What you should do
Find the word "Crescent" in the listing, and copy out each line where it turns up.

§

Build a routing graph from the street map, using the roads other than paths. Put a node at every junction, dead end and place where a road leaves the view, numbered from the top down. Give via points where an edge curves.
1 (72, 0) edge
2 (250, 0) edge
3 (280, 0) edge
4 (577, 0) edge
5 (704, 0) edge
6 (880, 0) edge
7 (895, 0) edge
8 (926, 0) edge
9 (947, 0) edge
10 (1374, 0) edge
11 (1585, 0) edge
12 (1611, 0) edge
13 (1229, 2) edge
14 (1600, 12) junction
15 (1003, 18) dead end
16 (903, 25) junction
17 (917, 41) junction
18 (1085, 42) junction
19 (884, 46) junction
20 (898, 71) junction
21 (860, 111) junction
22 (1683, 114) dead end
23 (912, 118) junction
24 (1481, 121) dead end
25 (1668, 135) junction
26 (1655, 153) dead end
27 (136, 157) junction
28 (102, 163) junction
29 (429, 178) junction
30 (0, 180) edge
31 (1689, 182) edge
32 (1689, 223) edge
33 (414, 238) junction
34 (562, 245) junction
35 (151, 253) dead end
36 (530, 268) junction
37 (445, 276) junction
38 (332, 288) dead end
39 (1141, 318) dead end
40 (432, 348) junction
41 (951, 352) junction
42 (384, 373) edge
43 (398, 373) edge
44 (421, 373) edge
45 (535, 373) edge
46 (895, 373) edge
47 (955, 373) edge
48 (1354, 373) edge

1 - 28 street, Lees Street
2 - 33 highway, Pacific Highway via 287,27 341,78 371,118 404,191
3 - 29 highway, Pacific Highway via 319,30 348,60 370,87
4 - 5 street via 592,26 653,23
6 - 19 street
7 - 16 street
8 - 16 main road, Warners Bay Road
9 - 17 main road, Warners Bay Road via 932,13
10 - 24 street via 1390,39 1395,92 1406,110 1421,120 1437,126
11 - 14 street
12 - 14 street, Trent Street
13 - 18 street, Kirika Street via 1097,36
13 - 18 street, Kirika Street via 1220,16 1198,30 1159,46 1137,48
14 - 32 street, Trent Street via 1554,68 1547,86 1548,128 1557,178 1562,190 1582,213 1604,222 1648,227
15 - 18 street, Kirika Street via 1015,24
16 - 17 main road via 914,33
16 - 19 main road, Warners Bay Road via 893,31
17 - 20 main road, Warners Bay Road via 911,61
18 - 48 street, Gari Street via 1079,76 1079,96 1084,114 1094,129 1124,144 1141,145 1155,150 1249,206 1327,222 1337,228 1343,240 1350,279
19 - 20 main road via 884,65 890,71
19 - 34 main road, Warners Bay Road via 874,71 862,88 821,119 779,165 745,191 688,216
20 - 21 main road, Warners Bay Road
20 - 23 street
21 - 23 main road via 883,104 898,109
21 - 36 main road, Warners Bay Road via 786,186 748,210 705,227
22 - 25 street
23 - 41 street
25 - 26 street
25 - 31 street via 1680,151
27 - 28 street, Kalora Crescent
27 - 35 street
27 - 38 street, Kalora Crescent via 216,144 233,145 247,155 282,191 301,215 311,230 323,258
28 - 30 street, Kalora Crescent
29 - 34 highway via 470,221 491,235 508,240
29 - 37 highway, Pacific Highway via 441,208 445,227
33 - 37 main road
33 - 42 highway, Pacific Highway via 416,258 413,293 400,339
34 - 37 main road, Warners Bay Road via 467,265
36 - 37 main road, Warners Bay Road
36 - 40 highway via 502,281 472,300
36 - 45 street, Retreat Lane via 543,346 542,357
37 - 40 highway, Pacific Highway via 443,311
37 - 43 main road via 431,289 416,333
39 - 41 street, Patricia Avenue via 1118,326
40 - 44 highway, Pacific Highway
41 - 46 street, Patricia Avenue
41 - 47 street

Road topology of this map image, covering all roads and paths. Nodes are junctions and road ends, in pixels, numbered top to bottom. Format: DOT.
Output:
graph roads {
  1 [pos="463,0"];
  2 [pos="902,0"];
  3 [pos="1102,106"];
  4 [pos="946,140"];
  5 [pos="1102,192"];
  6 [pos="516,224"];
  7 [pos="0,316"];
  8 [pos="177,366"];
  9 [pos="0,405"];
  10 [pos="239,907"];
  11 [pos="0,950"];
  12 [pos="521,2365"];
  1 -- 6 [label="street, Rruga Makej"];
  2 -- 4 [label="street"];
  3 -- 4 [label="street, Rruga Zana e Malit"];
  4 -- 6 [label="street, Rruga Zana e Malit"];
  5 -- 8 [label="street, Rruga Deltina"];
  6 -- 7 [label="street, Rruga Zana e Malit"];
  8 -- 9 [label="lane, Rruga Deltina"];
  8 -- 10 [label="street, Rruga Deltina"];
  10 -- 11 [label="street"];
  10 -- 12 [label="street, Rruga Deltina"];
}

§

Exercise response
27 - 28 street, Kalora Crescent
27 - 38 street, Kalora Crescent via 216,144 233,145 247,155 282,191 301,215 311,230 323,258
28 - 30 street, Kalora Crescent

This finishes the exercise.